Meio-dia – o poeta subiu para o Popular. Realmente não tinha muita gente, mas tinha bastante gente na pequena fila – comprou a senha, minutos depois rolou a borboleta e aos poucos foi aproximando-se. Apanhou a bandeja e o prato, a colher – a senhora serviu-lhe uma porção de arroz, um pouco de feijão, arroz e o fígado – a cuba da galinha vazia – a salada e uma banana e foi senta-se na primeira mesa. O enjoado do Pai Bá aproximou-se: - Poeta por aqui! – Dona Rose Ecler na fila pela segunda vez e assim o rango rolou na paz.
Quinta-Feira Santa (William Blake)
É coisa santa de se ver,
Em terra fértil e opulenta,
Deixar na miséria um bebê,
Nutrido por mão avarenta?
Este grito é uma canção?
Será ela de alegria?
E tantas crianças pobres?
É uma terra de indigência!
E seu sol nunca tem brilho.
Seus campos secos, desertos
Seus caminhos, com espinhos
E lá é um eterno inverno.
Pois onde quer que o sol brilhe
Onde quer que a chuva assente:
Bebês não podem passar fome
Nem miséria assustar a mente.
William Blake (1757-1827), poeta e artista plástico inglês.
Imagens: Uma criança africana e outra das Ilhas Salomão (cabelos loiros, traço genético característico da ilha).
Quinta-feira, 06/11/25
Quinta-feira, 06/11/25
As três e meia da madruga acordou para urinar e ver as horas no relógio da sala de visita. A cadelinha preta dormia chumbada, convalescia de uma cirurgia feita por um veterinário a domicilio na sala do computador.
Dois sonhos encabulosos que lhe deixara atônito. Um foi com o filho, que embarca hoje para o interior do Pará trabalhar num frigorifico e outro foi com seu agente cultural que lhe falou algo incompreensível e lhe deu uma cédula de cinquenta reais.

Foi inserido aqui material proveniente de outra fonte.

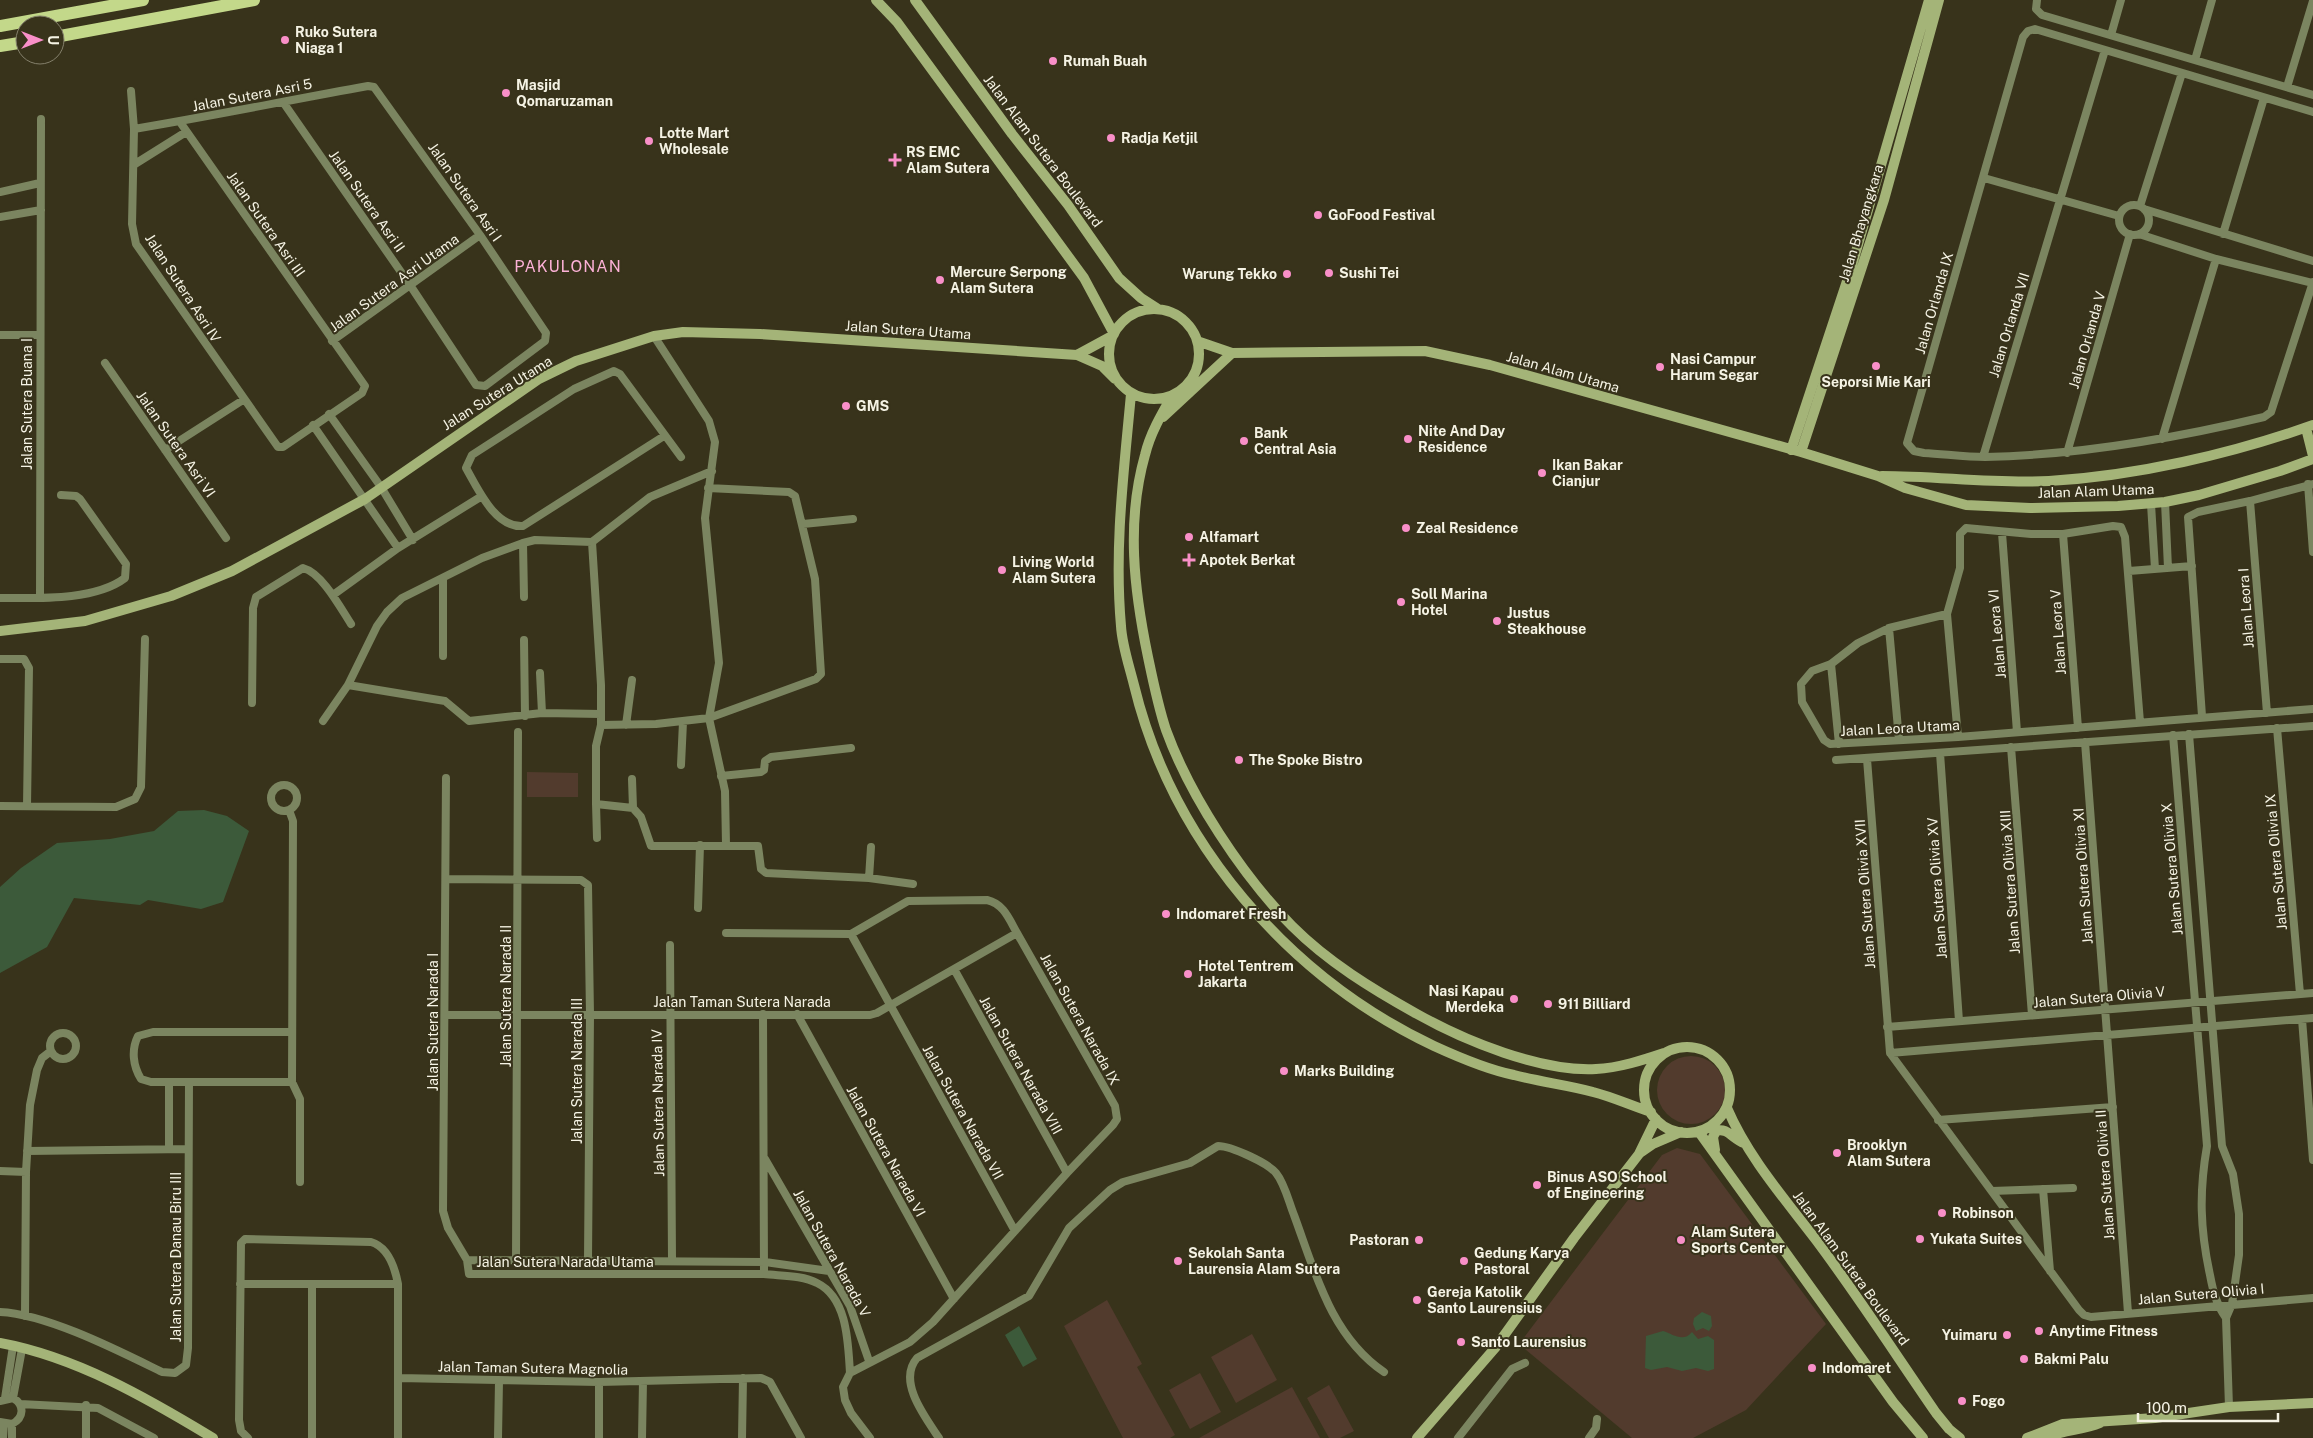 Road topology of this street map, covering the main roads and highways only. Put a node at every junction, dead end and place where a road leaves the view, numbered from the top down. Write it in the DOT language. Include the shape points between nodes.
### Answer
graph roads {
  1 [pos="143,0"];
  2 [pos="254,0"];
  3 [pos="876,0"];
  4 [pos="915,0"];
  5 [pos="1929,0"];
  6 [pos="1939,0"];
  7 [pos="0,26"];
  8 [pos="65,36"];
  9 [pos="15,44"];
  10 [pos="0,46"];
  11 [pos="1158,309"];
  12 [pos="1113,335"];
  13 [pos="1197,341"];
  14 [pos="1232,353"];
  15 [pos="1077,356"];
  16 [pos="1115,378"];
  17 [pos="1131,394"];
  18 [pos="1172,396"];
  19 [pos="1157,423"];
  20 [pos="2310,427"];
  21 [pos="1796,451"];
  22 [pos="2313,458"];
  23 [pos="1878,476"];
  24 [pos="0,631"];
  25 [pos="1664,1053"];
  26 [pos="1727,1108"];
  27 [pos="1653,1116"];
  28 [pos="1681,1132"];
  29 [pos="1699,1132"];
  30 [pos="1745,1144"];
  31 [pos="1639,1154"];
  32 [pos="1717,1156"];
  33 [pos="0,1343"];
  34 [pos="2313,1402"];
  35 [pos="2103,1422"];
  36 [pos="212,1438"];
  37 [pos="1417,1438"];
  38 [pos="1923,1438"];
  39 [pos="1960,1438"];
  40 [pos="2028,1438"];
  41 [pos="2046,1438"];
  1 -- 7 [label="main road"];
  2 -- 8 [label="main road"];
  3 -- 12 [label="main road" via="897,22 1084,278"];
  4 -- 11 [label="main road, Jalan Alam Sutera Boulevard" via="1119,278"];
  5 -- 21 [label="main road, Jalan Bhayangkara"];
  6 -- 21 [label="main road, Jalan Bhayangkara" via="1884,200"];
  9 -- 10 [label="main road"];
  11 -- 12 [label="main road" via="1132,314 1121,322"];
  11 -- 13 [label="main road" via="1182,319"];
  12 -- 15 [label="main road"];
  12 -- 16 [label="main road" via="1108,350"];
  13 -- 14 [label="main road, Jalan Alam Utama"];
  13 -- 18 [label="main road" via="1199,354 1192,380"];
  14 -- 19 [label="main road"];
  14 -- 21 [label="main road, Jalan Alam Utama" via="1425,351 1490,365"];
  15 -- 16 [label="main road, Jalan Sutera Utama" via="1102,366"];
  15 -- 24 [label="main road, Jalan Sutera Utama" via="760,334 683,332 654,336 576,361 539,379 365,499 232,571 171,596 86,621"];
  16 -- 17 [label="main road"];
  17 -- 18 [label="main road" via="1151,400"];
  17 -- 27 [label="main road" via="1117,566 1122,634 1141,715 1166,775 1191,825 1235,889 1272,930 1326,979 1400,1029 1507,1074 1594,1092"];
  18 -- 19 [label="main road"];
  19 -- 25 [label="main road" via="1145,455 1132,538 1134,584 1155,692 1166,730 1186,776 1213,823 1254,882 1291,925 1331,961 1374,990 1475,1044 1550,1064 1596,1069"];
  20 -- 22 [label="main road"];
  20 -- 23 [label="main road, Jalan Alam Utama" via="2225,453 2141,469 2050,481"];
  21 -- 23 [label="main road, Jalan Alam Utama"];
  22 -- 23 [label="main road, Jalan Alam Utama" via="2235,484 2151,504 2030,508 1971,506 1904,488"];
  25 -- 26 [label="main road" via="1679,1047 1695,1047 1716,1057 1729,1077 1731,1092"];
  25 -- 27 [label="main road" via="1654,1062 1644,1086"];
  26 -- 29 [label="main road" via="1715,1123"];
  26 -- 30 [label="main road, Jalan Alam Sutera Boulevard"];
  27 -- 28 [label="main road" via="1667,1128"];
  27 -- 31 [label="main road"];
  28 -- 29 [label="main road"];
  28 -- 31 [label="main road"];
  29 -- 32 [label="main road"];
  30 -- 32 [label="main road" via="1724,1129 1716,1131 1713,1137"];
  30 -- 39 [label="main road, Jalan Alam Sutera Boulevard" via="1936,1413"];
  31 -- 37 [label="main road" via="1494,1348"];
  32 -- 38 [label="main road" via="1893,1402"];
  33 -- 36 [label="main road" via="70,1364 149,1399"];
  34 -- 35 [label="main road" via="2229,1407"];
  35 -- 40 [label="main road" via="2062,1424"];
  35 -- 41 [label="main road" via="2088,1429 2061,1431"];
}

Perdera o segundo 314 das cinco e meia e as seis horas apanhava o terceiro. As sete chegou na Clinica dos idosos na Cohab, pegando a senha 9 e agendou o exame de sangue e urina para o dia 24 próximo. Beleza. Na volta, aproveitando o embalo passou na Receita Federal e minutos depois saiu todo contente e satisfeito, resolvera o imbróglio – corrigira o nome da mãe. Agora correr atrás da segunda via da Certidão de Nascimento e depois o RG digital e assim esperar os 65 anos completos para dar entrada no BPC, se Deus assim quiser.
Meio-dia – Seu Pietro lava suas roupas, o cheiro infantil de terra molhada que emana do canteiro improvisado rente ao muro do fundo, aguado ainda pouco pela a Sra. Vince, que respira aliviada depois de encher tudo. Sr. Com ingeriu a última dipirona para combater a maldita ciática e lendo o Almanaque Abril 2012 deu uma boa aliviada nos intestinos. Louvado, quatro dias sem evacuar. Ontem comprou uma cartela de quatro pilhas no Comandante de La Sierra que voltou todo serelepe e promete seguir uma dieta rigorosa sem açúcar – diabético, amputaram o dedão de seu pé direito. O Sr. Vince com a pupila do olho esquerdo esbranquiçado como daquele personagem cego de Kung Fu – mestre Po. Pobre Sr. Vince. O poeta segue lendo Baudolino, mas levou Dashiel Hammett para ler na viagem. E ouve o velho Bob Dilan – No meio da tarde foi comprar os pães na padaria e preparou um sanduba com uns fígados da semana passada– mas receoso teme uma diarreia como da outra vez.